Karin Sander is known for her pointedly conceptual works, like drawings with applied office materials, polished chicken’s eggs (Hühnereier), polished wall pieces, Patina Paintings, Mailed Paintings, figurative sculptures of living persons, Kitchen Pieces and others. She alters the state of things that are already there, be they objects or rooms. In small interventions into the situation, she exposes its material conditions to establish a minimal difference between everyday life and art.
Judging from objects such as the Polished Chicken Egg from 1994 or your series Kitchen Pieces materiality and attributes of these everyday objects seem to interest you. It appears as if you’re playing with the superficial, questioning “everyday” things as perhaps even “fake”. What is your idea behind alienating the “everyday”?
Each of the works you mentioned has a different background and my use of them is surely not about alienation, play, or irritation. The Polished Egg was part of the exhibition Embodied Logos and is self-explanatory; it’s similar with the Kitchen Pieces, at least when one recalls images from art history. They are simply being shown as they are; although they may look artificial, since they are hanging like pictures on the wall.
In Kitchen Pieces, actual “genuine” fruit and vegetables are used, they are not preserved, so they will decay. How are collectors to treat them?
The Kitchen Pieces will wilt and dry out, and are simply replaced when the collector deems it necessary; a restorer is not required.
The issue of material and its properties continues in your glass sculptures. Here you are working with techniques of flow and dripping which involve the reaction of the glass to heat and cold. To what degree does control or loss of control arise as a result of this process in regard to the end product?
To have control over the material is important for safety reasons for example. I work with the viscosity of glass and know how the end product is going to look; I can influence that at any moment.
You are an artist who has exhaustively investigated 3D technology and you’ve continued to do so since 1998, your efforts have culminated in the development of written programs that enable the participation of exhibition visitors.
I first conceptualize a work and I then seek an appropriate technology in which to realize it. In this instance, this was in 1997, I had envisioned a kind of three-dimensional photography. I hadn’t realized that up until then nobody had achieved this and just how complex it would be. A specific program had to be written for this work. I had used the prototype 3D body scanner built for dimensioning at Utrecht University and programmed to produce a portrait of the curator of the Small Scale Sculpture Triennale, Werner Meyer. The process was developed with the cooperation of technicians who emphasized the importance of generating an as dense as possible network of 3D information from which to generate a closed body.
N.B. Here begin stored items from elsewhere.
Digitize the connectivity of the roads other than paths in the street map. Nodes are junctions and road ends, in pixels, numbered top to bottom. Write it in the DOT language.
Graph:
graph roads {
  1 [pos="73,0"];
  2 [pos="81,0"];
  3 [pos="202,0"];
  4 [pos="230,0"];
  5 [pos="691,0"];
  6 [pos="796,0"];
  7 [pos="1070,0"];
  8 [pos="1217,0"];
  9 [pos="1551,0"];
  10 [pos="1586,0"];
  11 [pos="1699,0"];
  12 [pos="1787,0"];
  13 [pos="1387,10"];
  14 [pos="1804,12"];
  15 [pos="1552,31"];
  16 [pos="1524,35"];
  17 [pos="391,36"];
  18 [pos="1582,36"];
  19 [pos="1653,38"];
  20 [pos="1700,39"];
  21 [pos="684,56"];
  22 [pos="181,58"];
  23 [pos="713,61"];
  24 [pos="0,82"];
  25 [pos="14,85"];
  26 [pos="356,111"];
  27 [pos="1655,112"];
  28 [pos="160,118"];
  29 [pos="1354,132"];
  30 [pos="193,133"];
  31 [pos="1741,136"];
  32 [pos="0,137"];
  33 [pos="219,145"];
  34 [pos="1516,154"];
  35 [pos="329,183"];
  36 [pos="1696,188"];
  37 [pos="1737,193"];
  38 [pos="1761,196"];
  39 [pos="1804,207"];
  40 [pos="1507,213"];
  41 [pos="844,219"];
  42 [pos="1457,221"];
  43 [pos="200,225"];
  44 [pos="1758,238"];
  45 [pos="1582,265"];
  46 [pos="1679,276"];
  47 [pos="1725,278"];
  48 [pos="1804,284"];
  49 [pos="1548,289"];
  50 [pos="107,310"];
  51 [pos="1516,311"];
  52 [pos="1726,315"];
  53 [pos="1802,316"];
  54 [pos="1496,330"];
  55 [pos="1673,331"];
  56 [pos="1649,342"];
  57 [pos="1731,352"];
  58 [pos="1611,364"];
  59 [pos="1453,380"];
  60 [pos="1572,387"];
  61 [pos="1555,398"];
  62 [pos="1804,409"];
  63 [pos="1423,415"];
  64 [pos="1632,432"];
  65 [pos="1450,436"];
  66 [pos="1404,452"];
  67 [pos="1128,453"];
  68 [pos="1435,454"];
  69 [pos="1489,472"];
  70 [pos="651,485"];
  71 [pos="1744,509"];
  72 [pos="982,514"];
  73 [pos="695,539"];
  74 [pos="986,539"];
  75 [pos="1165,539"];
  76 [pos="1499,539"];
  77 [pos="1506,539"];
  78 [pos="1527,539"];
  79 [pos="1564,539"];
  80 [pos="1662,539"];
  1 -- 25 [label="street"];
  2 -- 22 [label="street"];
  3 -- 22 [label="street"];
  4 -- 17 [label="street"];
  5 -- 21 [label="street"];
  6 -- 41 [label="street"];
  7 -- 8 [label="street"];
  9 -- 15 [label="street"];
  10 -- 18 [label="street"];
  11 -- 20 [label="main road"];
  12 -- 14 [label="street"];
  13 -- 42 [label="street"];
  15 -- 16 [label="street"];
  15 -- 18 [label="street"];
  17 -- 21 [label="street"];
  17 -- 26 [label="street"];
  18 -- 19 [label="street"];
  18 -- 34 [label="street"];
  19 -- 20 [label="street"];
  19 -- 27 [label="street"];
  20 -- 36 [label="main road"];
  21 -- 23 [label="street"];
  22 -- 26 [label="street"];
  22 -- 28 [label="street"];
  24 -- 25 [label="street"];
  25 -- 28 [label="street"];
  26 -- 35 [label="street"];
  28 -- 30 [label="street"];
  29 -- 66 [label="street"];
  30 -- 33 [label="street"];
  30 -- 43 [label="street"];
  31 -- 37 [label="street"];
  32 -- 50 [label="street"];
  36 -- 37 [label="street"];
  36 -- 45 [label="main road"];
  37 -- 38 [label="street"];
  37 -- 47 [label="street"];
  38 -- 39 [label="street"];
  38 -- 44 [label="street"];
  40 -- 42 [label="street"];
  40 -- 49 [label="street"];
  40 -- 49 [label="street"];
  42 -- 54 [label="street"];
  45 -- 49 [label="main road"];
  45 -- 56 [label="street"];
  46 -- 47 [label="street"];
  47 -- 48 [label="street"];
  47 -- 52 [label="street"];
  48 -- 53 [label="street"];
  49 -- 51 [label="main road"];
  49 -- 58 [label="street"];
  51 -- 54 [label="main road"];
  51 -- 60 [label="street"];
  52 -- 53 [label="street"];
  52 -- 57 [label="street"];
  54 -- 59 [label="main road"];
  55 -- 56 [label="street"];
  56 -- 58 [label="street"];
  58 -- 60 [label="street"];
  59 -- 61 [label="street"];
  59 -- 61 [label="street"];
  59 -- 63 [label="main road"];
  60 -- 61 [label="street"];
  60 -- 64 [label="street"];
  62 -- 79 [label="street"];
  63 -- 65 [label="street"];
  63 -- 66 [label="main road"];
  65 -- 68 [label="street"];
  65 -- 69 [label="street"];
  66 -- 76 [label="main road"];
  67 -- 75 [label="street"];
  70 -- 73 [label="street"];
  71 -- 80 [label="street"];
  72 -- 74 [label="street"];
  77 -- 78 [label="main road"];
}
With the help of an extruder and a 3D printer it was possible to print the portrait figure as intended in terms of resolution and data density on a scale of 1:10.
Does digital development limit or open up new possibilities?
In 2007, ten years after the 3D experimentation I’ve just described, I was appointed to the ETH Zurich where I could continue to work with regard to interior and exterior spaces and negative volumes using the scanner, built for my chair and develop a well-equipped laboratory in my department for 3D Photography. So far, I see no limits.
Later there were a number of exhibitions in which visitors could scan and print themselves in 3D in the form of small colored figures resembling casts, which became part of the exhibition and in some cases even part of the museum collection. How would you describe the artistic concept behind this?
Since visitors decide for themselves how they wish to be seen and in what position as figures, I would speak of their participation as a form of self-portrait.
Does this work have a performative character that is performed by the visitors?
I would rather say that they participate in the process of the work, and that they become actors in the art business.
This year you were part of the group exhibition “The Future is Female” at SODA Gallery in The Hague. How do you see the situation of women in art today?
It depends completely on the conception of the individual exhibition. That women artists are often not sufficiently represented depends on the fact that some curators are careless or just not well informed.